Когда мы приехали в Апшеронскую, этот фонтан продолжал гореть. От напора горящих газов трубы скважины расплавились, и факел диаметром в восемь метров с гудением пылал. Зрелище было впечатляющее, ближе, чем на двести метров, не подойти. В воздух выбрасывались миллионы тонн горящей нефти и газов. Пытались тушить, но безуспешно. Столб черного дыма был виден за десятки километров, а ночное зарево — за целую сотню… Наконец пожар был потушен, каким способом — не знаю. Только тогда в газетах появился указ о награждении пожарных, раньше о том народном бедствии никто и не подозревал.

С нашей зарплатой получилось недоразумение. Сразу по приезде Сахаров все имевшиеся при нем казенные деньги положил на сберкнижку. И попался. Оказывается, существовал указ: выдавать не свыше чем по сто рублей в месяц. Полетела телеграмма в Москву, в конце концов недоразумение было разрешено, и Сахаров мог распоряжаться вкладом как хотел.

Наконец я получил первую в жизни настоящую зарплату. С меня вычли за еду, себе я оставил самую малость на мелкие расходы, а двести рублей перевел телеграфом на имя сестры Сони. Вскоре получил от матери письмо. Она меня благодарила за перевод, писала, как деньги крепко пригодились. В конце письма стояла такая фраза: "Мы с папа гордимся тобой!" В течение следующего полугодия я аккуратно посылал по двести рублей.

 

 

Мы жили дружно, не ссорились, не завидовали один другому. Я сблизился с Сережей Маленьким, который был на год моложе меня. Я заметил, что он постоянно грустит, задумывается о чем-то. И на работе он бывал невнимателен, несколько раз ошибался, пробрасывал ленту; ему чаще, чем другим, попадало от Сахарова.

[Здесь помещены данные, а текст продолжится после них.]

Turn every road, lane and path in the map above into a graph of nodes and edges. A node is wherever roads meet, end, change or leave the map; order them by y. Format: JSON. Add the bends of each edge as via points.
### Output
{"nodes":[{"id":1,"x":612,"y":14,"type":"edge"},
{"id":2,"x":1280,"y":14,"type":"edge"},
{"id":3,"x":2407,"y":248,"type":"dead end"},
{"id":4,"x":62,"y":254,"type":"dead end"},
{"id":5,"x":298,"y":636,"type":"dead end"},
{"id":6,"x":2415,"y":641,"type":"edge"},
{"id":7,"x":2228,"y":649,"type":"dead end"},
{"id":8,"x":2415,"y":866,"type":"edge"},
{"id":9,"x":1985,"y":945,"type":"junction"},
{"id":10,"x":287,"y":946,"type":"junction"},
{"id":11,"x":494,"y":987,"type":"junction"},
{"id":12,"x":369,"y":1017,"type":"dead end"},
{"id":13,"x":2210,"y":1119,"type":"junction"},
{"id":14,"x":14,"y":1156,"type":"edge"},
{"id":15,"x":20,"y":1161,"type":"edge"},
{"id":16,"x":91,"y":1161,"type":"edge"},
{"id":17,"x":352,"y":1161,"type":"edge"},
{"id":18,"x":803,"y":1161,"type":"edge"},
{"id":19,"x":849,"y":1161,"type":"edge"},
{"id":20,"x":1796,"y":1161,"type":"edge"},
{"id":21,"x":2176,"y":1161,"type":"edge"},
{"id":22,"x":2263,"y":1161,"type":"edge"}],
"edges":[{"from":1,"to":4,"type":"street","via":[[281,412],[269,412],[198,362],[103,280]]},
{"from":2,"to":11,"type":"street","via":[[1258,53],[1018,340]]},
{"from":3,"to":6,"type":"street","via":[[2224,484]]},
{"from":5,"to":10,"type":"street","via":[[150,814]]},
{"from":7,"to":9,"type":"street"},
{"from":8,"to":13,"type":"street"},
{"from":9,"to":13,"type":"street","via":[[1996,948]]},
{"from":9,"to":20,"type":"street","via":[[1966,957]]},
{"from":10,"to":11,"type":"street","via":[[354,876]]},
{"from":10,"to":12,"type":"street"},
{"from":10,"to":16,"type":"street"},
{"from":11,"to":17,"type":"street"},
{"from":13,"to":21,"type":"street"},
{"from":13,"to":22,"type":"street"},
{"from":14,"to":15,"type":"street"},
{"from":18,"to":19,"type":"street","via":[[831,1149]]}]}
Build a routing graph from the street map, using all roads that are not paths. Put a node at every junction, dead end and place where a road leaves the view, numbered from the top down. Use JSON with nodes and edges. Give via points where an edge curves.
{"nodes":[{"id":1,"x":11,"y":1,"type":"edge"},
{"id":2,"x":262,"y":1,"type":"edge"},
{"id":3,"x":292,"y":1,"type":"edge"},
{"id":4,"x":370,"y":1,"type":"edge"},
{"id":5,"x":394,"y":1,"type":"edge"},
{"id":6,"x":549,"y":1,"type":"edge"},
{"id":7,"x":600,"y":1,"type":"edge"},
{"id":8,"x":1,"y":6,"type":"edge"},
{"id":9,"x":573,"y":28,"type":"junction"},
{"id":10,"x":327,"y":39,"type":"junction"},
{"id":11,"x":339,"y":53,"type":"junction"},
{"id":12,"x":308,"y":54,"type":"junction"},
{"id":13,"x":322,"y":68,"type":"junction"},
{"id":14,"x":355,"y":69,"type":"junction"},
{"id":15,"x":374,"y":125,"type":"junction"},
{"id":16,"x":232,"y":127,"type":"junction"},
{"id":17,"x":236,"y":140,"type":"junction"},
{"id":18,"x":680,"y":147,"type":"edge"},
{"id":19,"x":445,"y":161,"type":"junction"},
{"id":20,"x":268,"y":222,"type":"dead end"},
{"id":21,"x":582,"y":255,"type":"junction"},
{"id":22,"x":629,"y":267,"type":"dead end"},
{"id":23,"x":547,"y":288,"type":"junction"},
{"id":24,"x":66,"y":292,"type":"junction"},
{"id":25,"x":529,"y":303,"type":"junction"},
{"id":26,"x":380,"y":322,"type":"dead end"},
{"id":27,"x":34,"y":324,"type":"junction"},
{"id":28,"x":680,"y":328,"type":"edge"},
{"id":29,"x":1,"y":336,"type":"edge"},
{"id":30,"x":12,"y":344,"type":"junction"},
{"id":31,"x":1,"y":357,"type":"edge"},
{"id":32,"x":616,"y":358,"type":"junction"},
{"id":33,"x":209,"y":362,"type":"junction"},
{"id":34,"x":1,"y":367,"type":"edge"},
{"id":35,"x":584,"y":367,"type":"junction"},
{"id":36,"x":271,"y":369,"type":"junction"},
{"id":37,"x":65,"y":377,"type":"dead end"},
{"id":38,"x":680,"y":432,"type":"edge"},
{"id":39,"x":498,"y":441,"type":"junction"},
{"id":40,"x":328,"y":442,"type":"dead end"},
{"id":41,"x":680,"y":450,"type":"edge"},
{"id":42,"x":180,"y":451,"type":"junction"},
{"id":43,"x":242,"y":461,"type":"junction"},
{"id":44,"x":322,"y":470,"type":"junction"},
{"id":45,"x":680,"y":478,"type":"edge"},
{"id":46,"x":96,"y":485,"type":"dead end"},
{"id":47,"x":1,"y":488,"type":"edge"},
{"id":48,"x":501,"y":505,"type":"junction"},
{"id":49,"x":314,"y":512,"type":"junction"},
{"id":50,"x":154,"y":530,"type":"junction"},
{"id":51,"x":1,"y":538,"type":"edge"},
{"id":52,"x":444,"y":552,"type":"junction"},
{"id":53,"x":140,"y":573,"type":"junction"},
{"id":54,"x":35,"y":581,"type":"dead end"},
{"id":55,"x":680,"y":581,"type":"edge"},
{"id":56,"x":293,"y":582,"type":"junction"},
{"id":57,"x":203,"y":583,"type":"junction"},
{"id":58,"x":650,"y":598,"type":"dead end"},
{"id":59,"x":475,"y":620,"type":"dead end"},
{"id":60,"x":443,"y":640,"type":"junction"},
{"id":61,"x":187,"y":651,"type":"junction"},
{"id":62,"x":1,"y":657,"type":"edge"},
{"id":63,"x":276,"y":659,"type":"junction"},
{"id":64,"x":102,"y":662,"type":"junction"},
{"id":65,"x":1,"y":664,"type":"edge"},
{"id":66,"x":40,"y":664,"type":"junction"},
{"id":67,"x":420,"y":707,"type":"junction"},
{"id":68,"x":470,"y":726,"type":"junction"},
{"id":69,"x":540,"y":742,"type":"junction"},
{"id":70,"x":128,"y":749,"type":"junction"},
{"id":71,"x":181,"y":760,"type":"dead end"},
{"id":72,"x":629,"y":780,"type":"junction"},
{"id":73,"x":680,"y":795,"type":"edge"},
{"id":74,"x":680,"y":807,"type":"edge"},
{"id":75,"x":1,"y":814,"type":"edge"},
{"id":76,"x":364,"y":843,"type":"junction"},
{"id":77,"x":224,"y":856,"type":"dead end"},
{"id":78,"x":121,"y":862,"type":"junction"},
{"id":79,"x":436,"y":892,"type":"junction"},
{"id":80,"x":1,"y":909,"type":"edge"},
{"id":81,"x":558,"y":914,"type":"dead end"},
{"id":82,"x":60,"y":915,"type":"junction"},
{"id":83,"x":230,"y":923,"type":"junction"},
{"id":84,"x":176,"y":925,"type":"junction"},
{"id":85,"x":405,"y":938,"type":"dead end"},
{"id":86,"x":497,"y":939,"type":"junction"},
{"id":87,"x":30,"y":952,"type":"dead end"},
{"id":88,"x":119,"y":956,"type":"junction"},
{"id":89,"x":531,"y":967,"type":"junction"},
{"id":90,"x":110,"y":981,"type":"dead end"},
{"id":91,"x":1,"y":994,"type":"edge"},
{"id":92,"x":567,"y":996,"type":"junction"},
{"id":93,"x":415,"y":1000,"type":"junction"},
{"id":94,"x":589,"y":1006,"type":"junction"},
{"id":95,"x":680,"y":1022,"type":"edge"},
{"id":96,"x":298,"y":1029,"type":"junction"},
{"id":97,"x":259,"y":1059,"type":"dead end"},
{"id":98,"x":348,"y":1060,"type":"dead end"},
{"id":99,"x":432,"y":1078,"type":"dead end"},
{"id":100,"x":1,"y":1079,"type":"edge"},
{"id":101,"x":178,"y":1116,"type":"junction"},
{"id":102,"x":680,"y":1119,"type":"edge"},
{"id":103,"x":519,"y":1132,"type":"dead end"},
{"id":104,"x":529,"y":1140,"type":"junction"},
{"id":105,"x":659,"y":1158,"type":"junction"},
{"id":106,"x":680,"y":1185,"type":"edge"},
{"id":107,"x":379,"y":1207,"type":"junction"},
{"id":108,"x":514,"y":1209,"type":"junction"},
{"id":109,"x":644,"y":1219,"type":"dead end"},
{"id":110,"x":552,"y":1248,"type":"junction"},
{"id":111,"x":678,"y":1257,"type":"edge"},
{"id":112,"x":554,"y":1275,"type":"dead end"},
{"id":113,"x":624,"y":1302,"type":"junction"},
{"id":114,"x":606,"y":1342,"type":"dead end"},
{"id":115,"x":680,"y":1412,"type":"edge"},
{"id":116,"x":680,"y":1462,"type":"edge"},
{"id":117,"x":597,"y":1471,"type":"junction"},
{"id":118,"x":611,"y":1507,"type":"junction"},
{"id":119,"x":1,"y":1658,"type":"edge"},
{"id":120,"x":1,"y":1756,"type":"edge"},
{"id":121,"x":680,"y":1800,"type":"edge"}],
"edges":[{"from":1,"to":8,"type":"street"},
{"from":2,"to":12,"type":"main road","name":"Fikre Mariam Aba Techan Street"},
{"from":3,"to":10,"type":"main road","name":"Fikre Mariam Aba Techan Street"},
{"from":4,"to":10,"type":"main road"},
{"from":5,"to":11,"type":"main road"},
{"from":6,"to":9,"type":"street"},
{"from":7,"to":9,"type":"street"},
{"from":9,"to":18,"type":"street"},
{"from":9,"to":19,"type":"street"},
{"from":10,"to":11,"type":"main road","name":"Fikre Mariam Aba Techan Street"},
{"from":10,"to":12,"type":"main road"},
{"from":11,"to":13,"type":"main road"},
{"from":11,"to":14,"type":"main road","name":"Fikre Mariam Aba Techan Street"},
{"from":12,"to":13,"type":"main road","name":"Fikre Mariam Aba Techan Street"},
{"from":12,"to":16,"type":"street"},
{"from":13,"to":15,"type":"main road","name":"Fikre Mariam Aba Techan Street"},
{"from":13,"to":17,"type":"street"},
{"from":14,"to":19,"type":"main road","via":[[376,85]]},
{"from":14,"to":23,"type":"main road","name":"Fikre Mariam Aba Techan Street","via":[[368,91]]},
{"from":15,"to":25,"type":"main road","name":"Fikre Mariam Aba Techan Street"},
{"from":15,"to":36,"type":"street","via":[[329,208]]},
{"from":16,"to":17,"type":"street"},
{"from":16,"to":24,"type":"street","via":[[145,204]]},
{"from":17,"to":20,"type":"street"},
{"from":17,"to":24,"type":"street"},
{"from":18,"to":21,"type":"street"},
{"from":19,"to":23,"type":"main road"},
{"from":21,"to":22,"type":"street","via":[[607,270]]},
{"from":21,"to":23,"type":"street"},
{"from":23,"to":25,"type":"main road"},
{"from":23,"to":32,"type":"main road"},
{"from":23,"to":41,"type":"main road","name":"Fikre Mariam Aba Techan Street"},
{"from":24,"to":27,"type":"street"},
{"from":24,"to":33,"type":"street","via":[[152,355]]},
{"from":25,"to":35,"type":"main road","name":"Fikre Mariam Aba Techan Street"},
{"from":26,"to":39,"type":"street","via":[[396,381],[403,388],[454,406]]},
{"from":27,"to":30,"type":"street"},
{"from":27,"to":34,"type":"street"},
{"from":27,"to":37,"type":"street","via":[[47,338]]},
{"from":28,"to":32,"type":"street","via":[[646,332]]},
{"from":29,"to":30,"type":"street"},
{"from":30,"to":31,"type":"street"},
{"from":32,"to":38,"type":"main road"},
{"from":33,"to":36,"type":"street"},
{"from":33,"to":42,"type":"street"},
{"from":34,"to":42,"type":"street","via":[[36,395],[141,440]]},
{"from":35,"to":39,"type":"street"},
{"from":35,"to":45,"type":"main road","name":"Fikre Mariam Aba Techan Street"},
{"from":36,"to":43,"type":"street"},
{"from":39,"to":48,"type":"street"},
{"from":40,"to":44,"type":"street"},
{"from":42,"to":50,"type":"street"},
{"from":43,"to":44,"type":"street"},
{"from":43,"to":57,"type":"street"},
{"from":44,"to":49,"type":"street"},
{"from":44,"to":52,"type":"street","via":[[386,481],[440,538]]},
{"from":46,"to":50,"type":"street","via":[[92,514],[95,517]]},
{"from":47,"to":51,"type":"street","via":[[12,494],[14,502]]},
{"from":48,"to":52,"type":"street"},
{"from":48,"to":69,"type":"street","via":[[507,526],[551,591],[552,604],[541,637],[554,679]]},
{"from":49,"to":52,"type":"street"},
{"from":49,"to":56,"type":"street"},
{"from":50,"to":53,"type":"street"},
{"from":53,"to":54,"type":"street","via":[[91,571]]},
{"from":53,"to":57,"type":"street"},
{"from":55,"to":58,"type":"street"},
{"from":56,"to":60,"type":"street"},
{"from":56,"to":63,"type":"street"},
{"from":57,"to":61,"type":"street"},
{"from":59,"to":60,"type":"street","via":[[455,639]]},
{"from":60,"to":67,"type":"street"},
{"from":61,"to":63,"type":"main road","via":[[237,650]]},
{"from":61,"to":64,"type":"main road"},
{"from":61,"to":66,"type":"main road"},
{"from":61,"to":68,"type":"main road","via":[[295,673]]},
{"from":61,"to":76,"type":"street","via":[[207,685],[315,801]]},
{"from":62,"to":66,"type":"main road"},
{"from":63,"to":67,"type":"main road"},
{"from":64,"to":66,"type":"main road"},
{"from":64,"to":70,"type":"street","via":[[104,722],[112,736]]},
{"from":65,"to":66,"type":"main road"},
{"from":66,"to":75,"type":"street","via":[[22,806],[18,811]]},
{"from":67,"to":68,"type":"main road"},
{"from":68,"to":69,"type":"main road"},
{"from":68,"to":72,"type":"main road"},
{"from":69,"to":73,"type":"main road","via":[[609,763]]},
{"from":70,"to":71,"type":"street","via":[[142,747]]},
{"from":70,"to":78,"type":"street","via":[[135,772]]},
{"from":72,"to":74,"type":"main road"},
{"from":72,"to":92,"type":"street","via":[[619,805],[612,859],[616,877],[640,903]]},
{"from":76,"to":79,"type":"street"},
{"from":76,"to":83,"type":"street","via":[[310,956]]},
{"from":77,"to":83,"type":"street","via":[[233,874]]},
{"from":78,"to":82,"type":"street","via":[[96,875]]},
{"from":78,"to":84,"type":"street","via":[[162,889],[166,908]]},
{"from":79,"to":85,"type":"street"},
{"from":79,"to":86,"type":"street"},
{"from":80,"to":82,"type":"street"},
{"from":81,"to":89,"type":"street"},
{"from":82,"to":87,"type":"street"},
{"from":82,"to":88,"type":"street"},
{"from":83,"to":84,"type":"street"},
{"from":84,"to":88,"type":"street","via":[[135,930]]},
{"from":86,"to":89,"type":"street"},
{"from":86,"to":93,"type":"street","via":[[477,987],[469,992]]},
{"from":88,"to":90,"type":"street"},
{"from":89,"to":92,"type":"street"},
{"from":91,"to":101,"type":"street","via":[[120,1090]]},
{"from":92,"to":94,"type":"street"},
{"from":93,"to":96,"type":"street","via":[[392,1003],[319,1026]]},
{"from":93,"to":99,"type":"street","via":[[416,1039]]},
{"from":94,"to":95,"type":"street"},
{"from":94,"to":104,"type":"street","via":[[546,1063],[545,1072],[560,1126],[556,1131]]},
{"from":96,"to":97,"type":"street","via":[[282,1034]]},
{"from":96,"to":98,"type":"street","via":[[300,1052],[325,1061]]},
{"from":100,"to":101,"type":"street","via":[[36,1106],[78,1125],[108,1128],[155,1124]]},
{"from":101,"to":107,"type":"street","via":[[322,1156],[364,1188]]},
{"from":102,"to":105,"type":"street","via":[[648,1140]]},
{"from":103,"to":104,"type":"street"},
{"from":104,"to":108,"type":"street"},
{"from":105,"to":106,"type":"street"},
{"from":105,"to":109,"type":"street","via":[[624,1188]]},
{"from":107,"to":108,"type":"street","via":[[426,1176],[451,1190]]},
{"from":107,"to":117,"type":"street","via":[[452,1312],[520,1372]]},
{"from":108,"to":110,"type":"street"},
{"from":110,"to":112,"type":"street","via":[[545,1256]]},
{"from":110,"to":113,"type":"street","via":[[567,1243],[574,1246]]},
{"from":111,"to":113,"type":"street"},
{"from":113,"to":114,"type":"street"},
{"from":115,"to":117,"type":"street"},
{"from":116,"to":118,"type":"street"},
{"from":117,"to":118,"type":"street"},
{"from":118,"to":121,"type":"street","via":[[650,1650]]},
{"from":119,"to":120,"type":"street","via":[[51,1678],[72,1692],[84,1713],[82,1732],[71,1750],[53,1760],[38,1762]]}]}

Он мне признался, что его отец — сельский священник из Лихвинского уезда Тульской губернии — арестован и томится в лагере Архангельской области. Сережа вынул со дна своего чемодана бережно завернутую в газету групповую фотографию — в середине сидит благообразный батюшка, рядом матушка, вокруг дети, целых десять детей от взрослых до малышей, сидят и стоят, улыбаются.

Я посоветовал Сереже, пусть его старшая сестра пойдет к Пешковой, дал адрес Политического Красного Креста. Он тотчас же написал письмо домой.

У нас на почту ежедневно отправлялся завхоз Цыбулько. Месяца через два Сережа разорвал конверт и сразу просиял. Вечером он мне шепнул, что его отец вернулся. Всего он просидел полгода, почему был освобожден, благодаря ли Пешковой или просто счастливый случай на его долю выпал, Сережа не знал, его мать написала, что Пешкова тепло приняла плачущую девушку, обещала разузнать, постараться помочь, всячески ее утешала.

Позднее Сережа мне рассказывал, что его отец больше не решился служить в храме, семья покинула родное село, переселилась в Тулу. Один за другим дети выпархивали из родительского гнезда. Через семь лет батюшка вторично был арестован и исчез навсегда. А его дети долго еще носили тяжкое бремя: "Сын попа, дочь попа", потом их отец был посмертно реабилитирован. Все следующие годы я изредка встречался с Сережей, инвалидом войны. В 1988 году он скончался…

Каждое утро мы выезжали на нескольких подводах. Распределял рабочих и подводы и вел табель десятник Федор Колесников, парень бойкий, но не шибко грамотный. Когда-то он явился к Сахарову в лаптях, приглянулся ему и теперь, кроме основных обязанностей, выполнял для него особые поручения, в частности покупал водку.

По вечерам Федор щеголял в хромовых сапожках, в куцем пиджачке, в фуражке с лаковым козырьком и любил рассказывать о своих родителях крестьянах Веневского уезда Тульской губернии, о своих сестрах. Он хвастался, какие обновы они купили на те деньги, какие он посылал домой: приобрели кровать с бубенцами, пружинный матрас и шифоньер. Я потому запомнил эти предметы, что Федор не однажды о них рассказывал. А судьба этих предметов была печальна: местные власти их отобрали. Получив печальную весть, Федор ходил замкнутый и о дальнейших семейных бедах нам не рассказывал. А года через три я встретил его в Москве на Красной Пресне, он мне сказал, что пытается куда-нибудь завербоваться, да нигде не принимают без справок. Его семью раскулачили, выслали, а сам он скрывается. А всему виною были те купленные на его трудовые деньги предметы, которые в тогдашних крестьянских хозяйствах считались богатством.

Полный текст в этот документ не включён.